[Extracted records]
++++

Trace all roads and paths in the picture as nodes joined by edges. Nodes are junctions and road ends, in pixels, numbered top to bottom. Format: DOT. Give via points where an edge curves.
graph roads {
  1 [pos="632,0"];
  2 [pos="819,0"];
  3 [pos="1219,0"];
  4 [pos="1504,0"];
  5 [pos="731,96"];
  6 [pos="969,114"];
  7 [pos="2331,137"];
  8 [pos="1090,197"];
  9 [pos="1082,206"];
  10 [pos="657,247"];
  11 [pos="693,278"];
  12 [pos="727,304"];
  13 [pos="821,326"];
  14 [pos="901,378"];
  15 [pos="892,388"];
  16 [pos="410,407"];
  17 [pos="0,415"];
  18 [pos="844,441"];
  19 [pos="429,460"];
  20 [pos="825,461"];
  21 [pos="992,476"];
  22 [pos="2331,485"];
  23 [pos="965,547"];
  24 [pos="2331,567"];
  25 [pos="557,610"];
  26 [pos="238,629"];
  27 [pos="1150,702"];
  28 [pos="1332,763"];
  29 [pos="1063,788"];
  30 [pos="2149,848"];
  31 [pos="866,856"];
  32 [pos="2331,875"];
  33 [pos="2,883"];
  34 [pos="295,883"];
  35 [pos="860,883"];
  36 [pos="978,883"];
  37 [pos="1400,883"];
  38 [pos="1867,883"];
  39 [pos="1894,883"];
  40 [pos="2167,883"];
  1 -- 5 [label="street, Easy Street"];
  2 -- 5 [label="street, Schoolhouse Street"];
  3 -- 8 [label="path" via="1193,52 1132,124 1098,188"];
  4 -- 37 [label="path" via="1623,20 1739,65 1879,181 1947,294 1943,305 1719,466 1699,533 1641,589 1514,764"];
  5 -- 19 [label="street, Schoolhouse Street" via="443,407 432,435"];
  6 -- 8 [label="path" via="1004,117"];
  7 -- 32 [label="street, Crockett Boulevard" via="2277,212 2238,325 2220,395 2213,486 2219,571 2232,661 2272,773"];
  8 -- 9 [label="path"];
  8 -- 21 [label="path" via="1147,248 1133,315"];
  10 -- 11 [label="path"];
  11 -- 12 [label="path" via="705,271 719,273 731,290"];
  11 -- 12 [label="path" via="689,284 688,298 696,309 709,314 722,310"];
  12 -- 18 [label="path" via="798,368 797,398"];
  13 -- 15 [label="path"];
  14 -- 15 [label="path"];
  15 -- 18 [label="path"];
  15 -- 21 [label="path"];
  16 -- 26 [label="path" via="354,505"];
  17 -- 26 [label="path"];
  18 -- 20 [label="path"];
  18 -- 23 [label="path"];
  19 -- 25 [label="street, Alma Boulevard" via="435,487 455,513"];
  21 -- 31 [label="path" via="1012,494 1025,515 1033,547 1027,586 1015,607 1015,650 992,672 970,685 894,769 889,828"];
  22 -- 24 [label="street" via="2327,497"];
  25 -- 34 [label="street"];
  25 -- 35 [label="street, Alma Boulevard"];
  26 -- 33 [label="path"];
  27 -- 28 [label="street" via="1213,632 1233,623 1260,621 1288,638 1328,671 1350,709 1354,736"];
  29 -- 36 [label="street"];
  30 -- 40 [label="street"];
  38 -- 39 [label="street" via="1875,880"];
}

++++

◆ WHAT TO DO ◆
In the records above, collect each line with "Boulevard".

◆ TASK OUTPUT ◆
  7 -- 32 [label="street, Crockett Boulevard" via="2277,212 2238,325 2220,395 2213,486 2219,571 2232,661 2272,773"];
  19 -- 25 [label="street, Alma Boulevard" via="435,487 455,513"];
  25 -- 35 [label="street, Alma Boulevard"];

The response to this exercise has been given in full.